Impact of AGs. CMS stated that separate Best Prices should not be determined for cases in which two manufacturers of the same parent are selling an AG and brand drug under the same NDA simply because the two manufacturers use different NDCs for the same drug.
Nominal price sales. CMS also provided additional clarification on nominal price sales to entities that meet the requirements of 42 C.F.R. § 447.508(a).
No further guidance was provided on the definition or identification of line extensions. However, CMS did address the question of whether line extension rebates apply retroactively. Specifically, in response to a question regarding whether CMS will set up a special process to handle retroactive rebate adjustments for manufacturers that have been waiting for a final rule before calculating an alternative rebate for their line extension drugs, the Agency stated that the statutory line extension provisions went into effect on January 1, 2010; that CMS does not plan to establish a special process; and that in CMS’ view manufacturers should ensure that all rebates for line extension drugs are calculated and paid as of January 1, 2010.
CMS further clarified that manufacturers must identify the initial brand name listed drug by considering which active initial drug has the highest additional rebate ratio from the applicable quarter to calculate the alternative rebate, not the highest additional rebate ratio ever incurred on the product.
Federal Upper Limits (FULs)
CMS explained that states will have four quarters from the effective date of the final rule to implement their reimbursement provisions.
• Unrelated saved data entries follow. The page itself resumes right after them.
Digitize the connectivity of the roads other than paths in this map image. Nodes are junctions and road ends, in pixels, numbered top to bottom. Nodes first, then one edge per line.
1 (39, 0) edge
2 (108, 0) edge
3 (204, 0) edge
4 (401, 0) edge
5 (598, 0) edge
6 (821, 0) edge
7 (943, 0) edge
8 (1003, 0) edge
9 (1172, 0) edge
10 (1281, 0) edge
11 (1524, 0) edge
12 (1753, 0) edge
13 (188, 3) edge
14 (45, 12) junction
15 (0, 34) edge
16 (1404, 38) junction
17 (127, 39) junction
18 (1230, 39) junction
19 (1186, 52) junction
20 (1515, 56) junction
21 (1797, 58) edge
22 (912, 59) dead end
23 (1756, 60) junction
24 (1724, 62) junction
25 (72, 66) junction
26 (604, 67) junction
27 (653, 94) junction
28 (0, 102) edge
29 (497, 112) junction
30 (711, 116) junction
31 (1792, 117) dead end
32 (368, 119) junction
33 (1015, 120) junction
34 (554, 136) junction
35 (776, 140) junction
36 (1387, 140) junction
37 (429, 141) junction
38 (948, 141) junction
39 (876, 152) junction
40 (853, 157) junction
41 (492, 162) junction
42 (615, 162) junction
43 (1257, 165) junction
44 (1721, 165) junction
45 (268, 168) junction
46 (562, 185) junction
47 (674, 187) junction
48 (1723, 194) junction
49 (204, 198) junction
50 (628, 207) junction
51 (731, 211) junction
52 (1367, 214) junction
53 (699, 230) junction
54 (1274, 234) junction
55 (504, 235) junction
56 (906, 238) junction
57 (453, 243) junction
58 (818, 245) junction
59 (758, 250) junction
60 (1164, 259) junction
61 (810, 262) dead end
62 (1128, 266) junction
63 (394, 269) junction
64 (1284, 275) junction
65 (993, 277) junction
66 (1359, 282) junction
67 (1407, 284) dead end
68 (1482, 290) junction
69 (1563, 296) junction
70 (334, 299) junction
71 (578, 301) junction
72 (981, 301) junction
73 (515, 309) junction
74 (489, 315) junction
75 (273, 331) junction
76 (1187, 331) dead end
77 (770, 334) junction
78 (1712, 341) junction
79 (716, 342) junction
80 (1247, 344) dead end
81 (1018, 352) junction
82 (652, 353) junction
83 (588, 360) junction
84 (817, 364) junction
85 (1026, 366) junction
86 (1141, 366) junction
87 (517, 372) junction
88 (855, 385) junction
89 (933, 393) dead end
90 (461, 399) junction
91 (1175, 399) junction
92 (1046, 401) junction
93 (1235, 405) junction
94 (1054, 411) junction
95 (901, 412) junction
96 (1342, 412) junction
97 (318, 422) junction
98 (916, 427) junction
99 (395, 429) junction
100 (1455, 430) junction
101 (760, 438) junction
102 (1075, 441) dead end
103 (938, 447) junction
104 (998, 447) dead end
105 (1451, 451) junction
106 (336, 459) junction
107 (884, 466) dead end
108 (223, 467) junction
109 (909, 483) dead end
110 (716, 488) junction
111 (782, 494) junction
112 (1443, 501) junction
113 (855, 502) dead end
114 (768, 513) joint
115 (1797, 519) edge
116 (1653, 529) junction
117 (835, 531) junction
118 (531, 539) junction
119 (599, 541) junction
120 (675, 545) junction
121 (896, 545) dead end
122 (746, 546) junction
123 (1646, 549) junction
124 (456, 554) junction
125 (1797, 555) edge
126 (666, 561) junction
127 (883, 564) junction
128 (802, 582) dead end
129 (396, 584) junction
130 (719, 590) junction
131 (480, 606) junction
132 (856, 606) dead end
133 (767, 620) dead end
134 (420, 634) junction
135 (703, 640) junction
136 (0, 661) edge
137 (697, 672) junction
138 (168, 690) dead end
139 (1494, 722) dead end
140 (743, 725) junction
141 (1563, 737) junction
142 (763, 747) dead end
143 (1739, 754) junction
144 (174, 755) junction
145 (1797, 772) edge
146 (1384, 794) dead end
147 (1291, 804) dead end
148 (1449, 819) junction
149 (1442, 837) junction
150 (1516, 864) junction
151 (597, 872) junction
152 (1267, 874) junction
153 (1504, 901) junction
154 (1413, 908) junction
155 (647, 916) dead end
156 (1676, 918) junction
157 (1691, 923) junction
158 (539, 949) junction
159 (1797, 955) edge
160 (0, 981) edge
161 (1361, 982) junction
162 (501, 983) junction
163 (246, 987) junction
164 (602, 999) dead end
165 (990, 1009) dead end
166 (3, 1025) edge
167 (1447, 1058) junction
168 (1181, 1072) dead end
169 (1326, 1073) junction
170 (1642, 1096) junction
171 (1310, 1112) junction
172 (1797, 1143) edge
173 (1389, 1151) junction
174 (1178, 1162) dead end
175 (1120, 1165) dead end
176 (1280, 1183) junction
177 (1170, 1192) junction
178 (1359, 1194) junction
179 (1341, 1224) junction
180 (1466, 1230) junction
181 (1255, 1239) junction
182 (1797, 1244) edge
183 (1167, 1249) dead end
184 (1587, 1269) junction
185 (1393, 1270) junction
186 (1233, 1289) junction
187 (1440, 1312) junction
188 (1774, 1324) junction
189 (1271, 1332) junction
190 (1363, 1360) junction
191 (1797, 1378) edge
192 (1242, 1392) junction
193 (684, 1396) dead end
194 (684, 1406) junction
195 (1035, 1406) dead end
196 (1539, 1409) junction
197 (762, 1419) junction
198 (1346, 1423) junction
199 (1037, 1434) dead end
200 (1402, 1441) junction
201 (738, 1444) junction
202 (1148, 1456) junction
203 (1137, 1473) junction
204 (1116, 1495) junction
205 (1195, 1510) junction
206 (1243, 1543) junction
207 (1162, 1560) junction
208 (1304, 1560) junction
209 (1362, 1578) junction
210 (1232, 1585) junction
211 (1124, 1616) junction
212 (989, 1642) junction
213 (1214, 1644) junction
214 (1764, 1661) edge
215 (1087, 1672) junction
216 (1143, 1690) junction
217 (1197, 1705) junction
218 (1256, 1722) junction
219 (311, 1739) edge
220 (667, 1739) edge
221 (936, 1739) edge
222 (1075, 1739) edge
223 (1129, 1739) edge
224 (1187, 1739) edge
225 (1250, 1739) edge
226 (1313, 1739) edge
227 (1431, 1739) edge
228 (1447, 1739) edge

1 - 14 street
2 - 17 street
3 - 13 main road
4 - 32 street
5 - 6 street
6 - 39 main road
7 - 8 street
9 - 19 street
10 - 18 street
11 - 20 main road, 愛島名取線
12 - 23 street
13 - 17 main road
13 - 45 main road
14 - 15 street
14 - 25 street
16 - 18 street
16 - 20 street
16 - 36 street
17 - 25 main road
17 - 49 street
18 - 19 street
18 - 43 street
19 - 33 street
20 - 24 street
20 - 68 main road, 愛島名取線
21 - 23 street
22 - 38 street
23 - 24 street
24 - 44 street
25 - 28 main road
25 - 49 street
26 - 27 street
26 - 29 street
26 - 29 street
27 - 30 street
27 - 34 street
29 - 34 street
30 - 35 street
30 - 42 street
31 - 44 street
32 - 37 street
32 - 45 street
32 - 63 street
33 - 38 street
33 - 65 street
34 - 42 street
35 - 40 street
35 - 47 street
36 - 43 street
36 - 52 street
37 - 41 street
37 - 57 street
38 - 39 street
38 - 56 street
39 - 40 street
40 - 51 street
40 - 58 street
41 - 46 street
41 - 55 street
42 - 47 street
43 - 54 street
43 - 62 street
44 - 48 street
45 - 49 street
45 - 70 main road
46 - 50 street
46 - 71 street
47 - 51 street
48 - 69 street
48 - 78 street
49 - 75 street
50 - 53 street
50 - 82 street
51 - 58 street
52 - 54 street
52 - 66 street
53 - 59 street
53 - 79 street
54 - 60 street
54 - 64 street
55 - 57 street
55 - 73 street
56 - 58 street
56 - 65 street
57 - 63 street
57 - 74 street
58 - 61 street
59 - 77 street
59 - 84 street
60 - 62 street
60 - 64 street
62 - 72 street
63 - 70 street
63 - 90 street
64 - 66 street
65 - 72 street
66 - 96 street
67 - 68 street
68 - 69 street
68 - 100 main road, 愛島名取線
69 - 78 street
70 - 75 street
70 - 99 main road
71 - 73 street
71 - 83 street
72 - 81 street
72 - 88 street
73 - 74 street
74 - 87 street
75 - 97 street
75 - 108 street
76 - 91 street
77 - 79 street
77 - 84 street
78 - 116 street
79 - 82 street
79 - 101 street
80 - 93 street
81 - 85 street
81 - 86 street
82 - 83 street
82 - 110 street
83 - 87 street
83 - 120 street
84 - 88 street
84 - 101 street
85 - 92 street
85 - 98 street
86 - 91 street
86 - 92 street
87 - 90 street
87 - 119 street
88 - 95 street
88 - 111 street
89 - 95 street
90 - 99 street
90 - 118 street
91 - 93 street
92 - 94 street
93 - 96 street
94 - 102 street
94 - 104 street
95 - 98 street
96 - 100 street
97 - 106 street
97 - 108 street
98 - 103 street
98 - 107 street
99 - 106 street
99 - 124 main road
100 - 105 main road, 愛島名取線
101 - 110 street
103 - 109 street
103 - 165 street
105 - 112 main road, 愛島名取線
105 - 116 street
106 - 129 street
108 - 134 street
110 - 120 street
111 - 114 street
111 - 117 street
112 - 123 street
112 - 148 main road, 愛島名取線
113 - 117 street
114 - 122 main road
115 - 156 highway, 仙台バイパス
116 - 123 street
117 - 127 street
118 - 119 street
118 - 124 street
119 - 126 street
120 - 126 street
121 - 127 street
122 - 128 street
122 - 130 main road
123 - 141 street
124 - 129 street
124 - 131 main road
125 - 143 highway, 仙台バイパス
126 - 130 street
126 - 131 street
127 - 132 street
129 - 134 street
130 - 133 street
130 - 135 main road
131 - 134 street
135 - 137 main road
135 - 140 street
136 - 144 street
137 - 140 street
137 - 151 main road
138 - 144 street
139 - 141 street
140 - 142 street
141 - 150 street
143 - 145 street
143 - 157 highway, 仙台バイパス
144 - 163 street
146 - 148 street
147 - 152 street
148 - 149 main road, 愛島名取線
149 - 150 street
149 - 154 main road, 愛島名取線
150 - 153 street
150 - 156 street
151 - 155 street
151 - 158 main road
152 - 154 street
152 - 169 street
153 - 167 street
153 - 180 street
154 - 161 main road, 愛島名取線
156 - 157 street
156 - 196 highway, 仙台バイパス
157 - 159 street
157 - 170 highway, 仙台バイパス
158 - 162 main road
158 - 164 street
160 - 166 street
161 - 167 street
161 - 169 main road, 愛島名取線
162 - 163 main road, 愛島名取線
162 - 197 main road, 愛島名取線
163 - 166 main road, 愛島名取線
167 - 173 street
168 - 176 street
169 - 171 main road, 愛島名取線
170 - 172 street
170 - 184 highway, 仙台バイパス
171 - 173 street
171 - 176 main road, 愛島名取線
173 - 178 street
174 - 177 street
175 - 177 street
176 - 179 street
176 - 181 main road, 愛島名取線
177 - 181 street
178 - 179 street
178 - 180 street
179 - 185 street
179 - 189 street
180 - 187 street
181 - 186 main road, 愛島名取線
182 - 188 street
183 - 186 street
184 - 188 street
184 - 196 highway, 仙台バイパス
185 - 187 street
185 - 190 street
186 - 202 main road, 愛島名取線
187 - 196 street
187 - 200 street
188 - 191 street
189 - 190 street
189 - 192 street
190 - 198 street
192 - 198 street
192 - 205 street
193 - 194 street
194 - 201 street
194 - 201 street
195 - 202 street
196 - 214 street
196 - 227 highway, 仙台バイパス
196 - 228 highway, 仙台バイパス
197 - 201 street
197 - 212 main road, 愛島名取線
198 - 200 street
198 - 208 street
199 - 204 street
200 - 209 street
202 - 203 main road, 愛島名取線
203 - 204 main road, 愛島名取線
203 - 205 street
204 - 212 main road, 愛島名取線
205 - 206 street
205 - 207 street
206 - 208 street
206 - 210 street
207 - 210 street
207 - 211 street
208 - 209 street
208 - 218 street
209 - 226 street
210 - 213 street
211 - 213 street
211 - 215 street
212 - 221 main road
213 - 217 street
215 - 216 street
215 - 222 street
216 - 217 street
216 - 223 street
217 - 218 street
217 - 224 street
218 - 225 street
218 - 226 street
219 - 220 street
The pharmacy reimbursement limits, however, are effective as of April 1, 2016.
CMS noted that FULs need only be applied as an aggregate upper limit, and therefore, states have flexibility in establishing payment rates for individual drugs.
CMS also stated that it will not publish a FUL price for products that do not have a corresponding National Average Drug Acquisition Cost (NADAC) and offered further information on how the Agency will determine whether a product is available on a nationwide basis, in response to a question that asked about the potential impact of shortages.
Actual Acquisition Cost (AAC)
Several FAQs provide guidance to the states on the implementation of the final rule’s requirement that states use the AAC reimbursement methodology. CMS stated that the AAC methodology requirements under the final rule apply in the aggregate, not at the individual claim level, and do not apply to physician-administered drugs. Moreover, CMS clarified that each state may establish rates that satisfy or are consistent with AAC, and that AAC can be based on a variety of data sources, including Federal Supply Schedule (FSS) prices and “other pricing benchmarks.”
CMS confirmed that if a state uses NADAC to reimburse for drugs that have a FUL calculated, the state will meet the aggregate test. However, if a state uses another AAC metric for drugs that have a FUL calculated, the state must demonstrate that the metric meets the aggregate test.
The FAQs also state that AAC methodology requirements do not apply to Medicaid managed care organizations, including those that participate in the 340B program.
340B and Indian Health Services (IHS) Reimbursement
CMS explained that states can calculate 340B ceiling prices in order to ensure that reimbursement is not greater than the 340B ceiling price plus a professional dispensing fee. CMS also addressed the use of encounter rates for IHS and Tribal providers. CMS noted that drugs included in the encounter rate are not eligible for the Medicaid Drug Rebate Program because the reimbursement qualifies as a bundled payment, which falls outside the definition of “covered outpatient drug.”